Although the district court's reliance on Moses was reasonable in light of the authority available to it at the time it rendered its decision, other courts since have disapproved of Moses. In Bonham v. Dresser Industries, Inc., 569 F.2d 187 (3d Cir.), cert. denied, 439 U.S. 821, 99 S.Ct. 87, 58 L.Ed.2d 113 (1978), the court held that an alleged unlawful practice occurs on the date that notice of termination and the last day of work coincide. Rejecting Moses, the court disapproved of a rule focusing on an employer's official termination date; employers might adopt different dates for different administrative purposes, and it would be inappropriate to determine the timeliness of an employee's suit on the basis of records within the exclusive control of the employer. In addition, a rule focusing on the date of termination of economic benefits might dissuade an employer from extending benefits to a discharged employee after the employee had ceased working. Id. at 191-92. Other circuits have adopted the Bonham test or a similar rule. See Wilkerson v. Siegfried Insurance Agency, Inc., 621 F.2d 1042 (10th Cir. 1980); Krzyzewski v. Metropolitan Government, 584 F.2d 802 (6th Cir. 1978) (Title VII); Payne v. Crane Co., 560 F.2d 198 (5th Cir. 1977); cf. Delaware State College v. Ricks, -- U.S. --, 101 S.Ct. 498, 66 L.Ed.2d 431 (1980) (in Title VII action, alleged unlawful practice occurred when college reached a final decision to deny tenure to plaintiff and plaintiff was notified). 3

For the reasons expressed in Bonham, we hold that when unequivocal notice of termination and the last day of work coincide, the alleged unlawful practice occurs on that date. In this case, there is no dispute that those events coincided on January 17, 1975. 4 We hold as a matter of law that the alleged unlawful practice occurred on that date, more than 300 days before Naton filed his notice of intent to sue. Because we find that Naton's notice was not timely filed, we consider his argument relating to equitable modification of the limitations period.

B. Equitable Estoppel

In Hageman v. Philips Roxane Laboratories, 623 F.2d 1381, 1385-86 (9th Cir. 1980), this court reserved the question whether the limitations periods in section 626(d) are subject to equitable modification. Decisions of other circuits strongly support the argument that the limitations periods in section 626(d)(1) & (2) are not jurisdictional requirements, but are of the nature of statutes of limitations, subject to equitable modification. See Wright v. Tennessee, 628 F.2d 949, 952-53 (6th Cir. 1980) (en banc) (citing to decisions of several other circuits).
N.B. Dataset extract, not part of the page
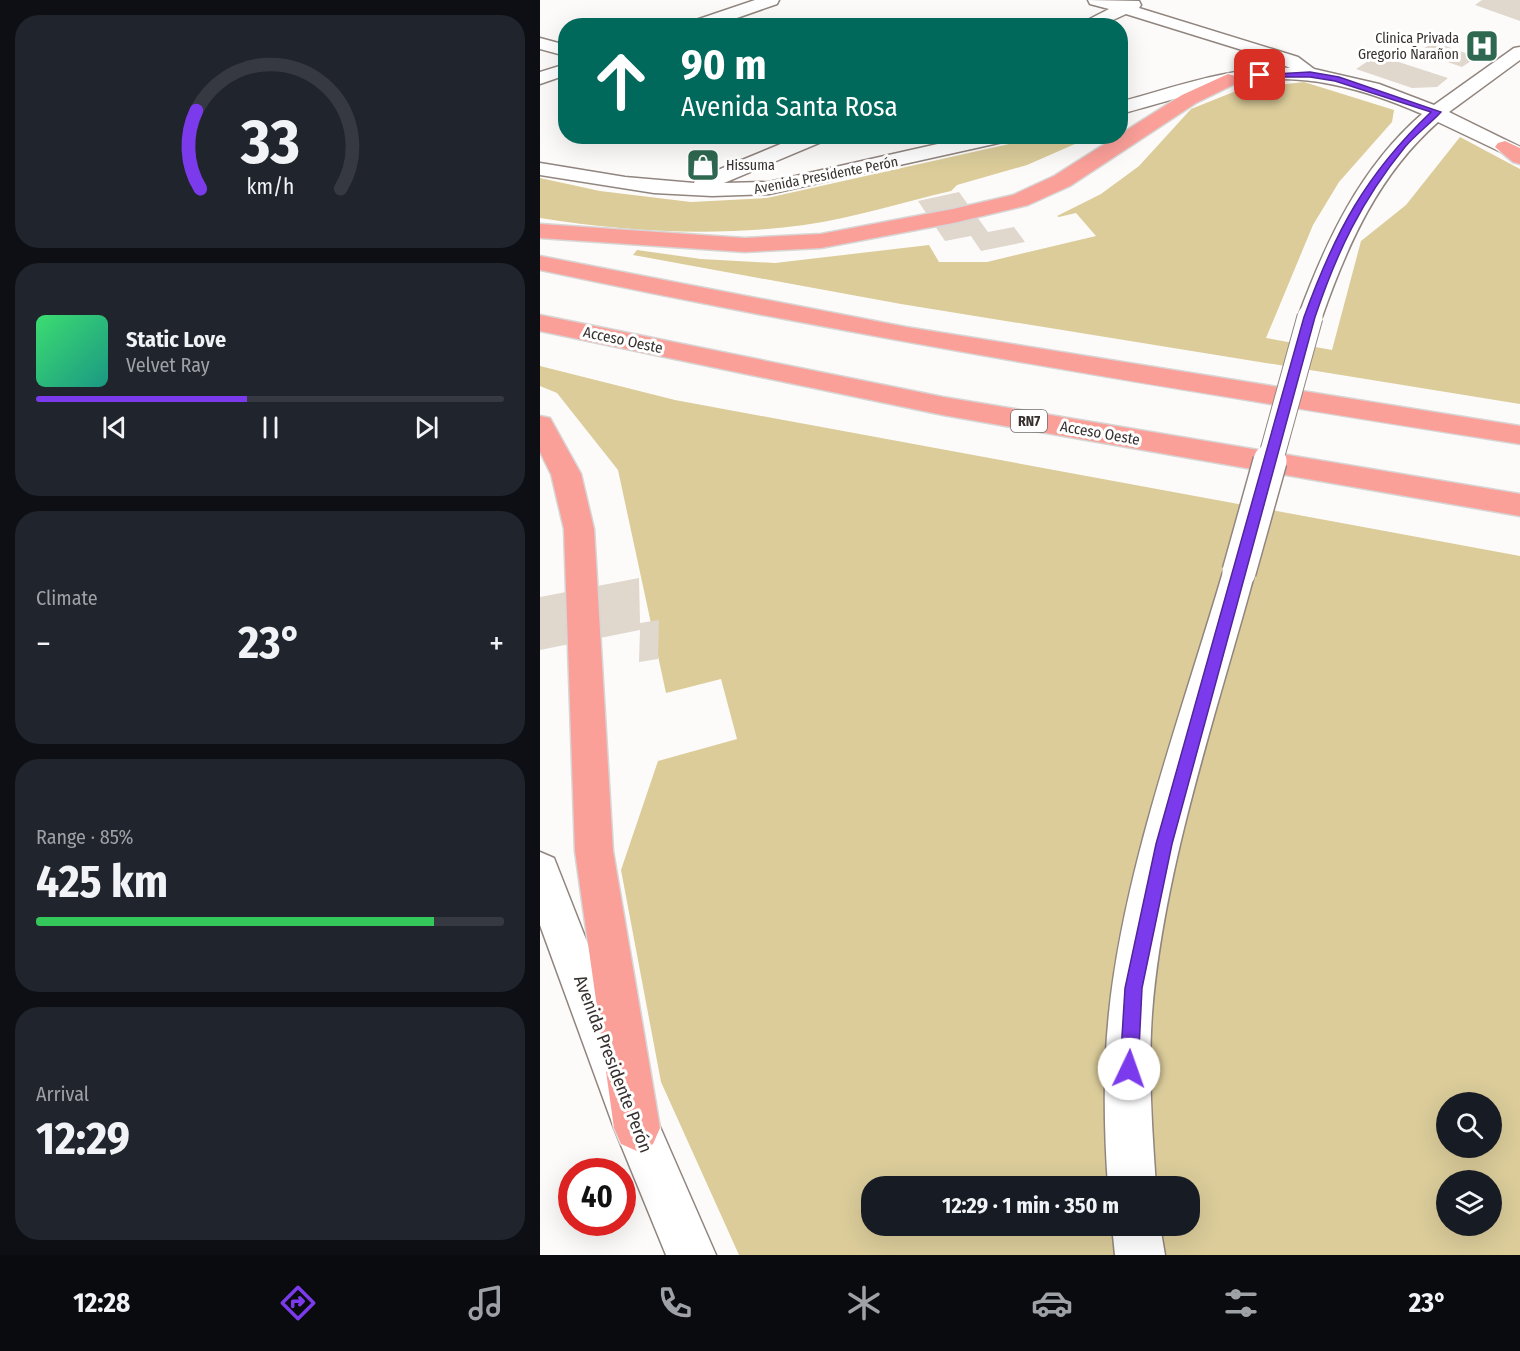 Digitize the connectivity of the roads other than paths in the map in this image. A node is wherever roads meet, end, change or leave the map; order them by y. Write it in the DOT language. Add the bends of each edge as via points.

We agree that the limitations period set forth in section 626(d)(2) may be equitably modified. The supporting policy reasons are expressed in Dartt v. Shell Oil Co., 539 F.2d 1256 (10th Cir. 1976), aff'd by equally divided court, 434 U.S. 99, 98 S.Ct. 600, 54 L.Ed.2d 270 (1977):

The ADEA is remedial and humanitarian legislation and should be liberally interpreted to effectuate the congressional purpose of ending age discrimination in employment. Additionally, strict compliance with section 626(d)(1)'s time limitation should not be required of laymen attempting to enforce their statutory rights.

Id. at 1260 (citations omitted). Our decision on equitable modification is compatible with our adoption of the Bonham test for determination of the commencement of the limitations period. The limitations period begins to run upon the occurrence of an alleged unlawful practice, even though the selection of a...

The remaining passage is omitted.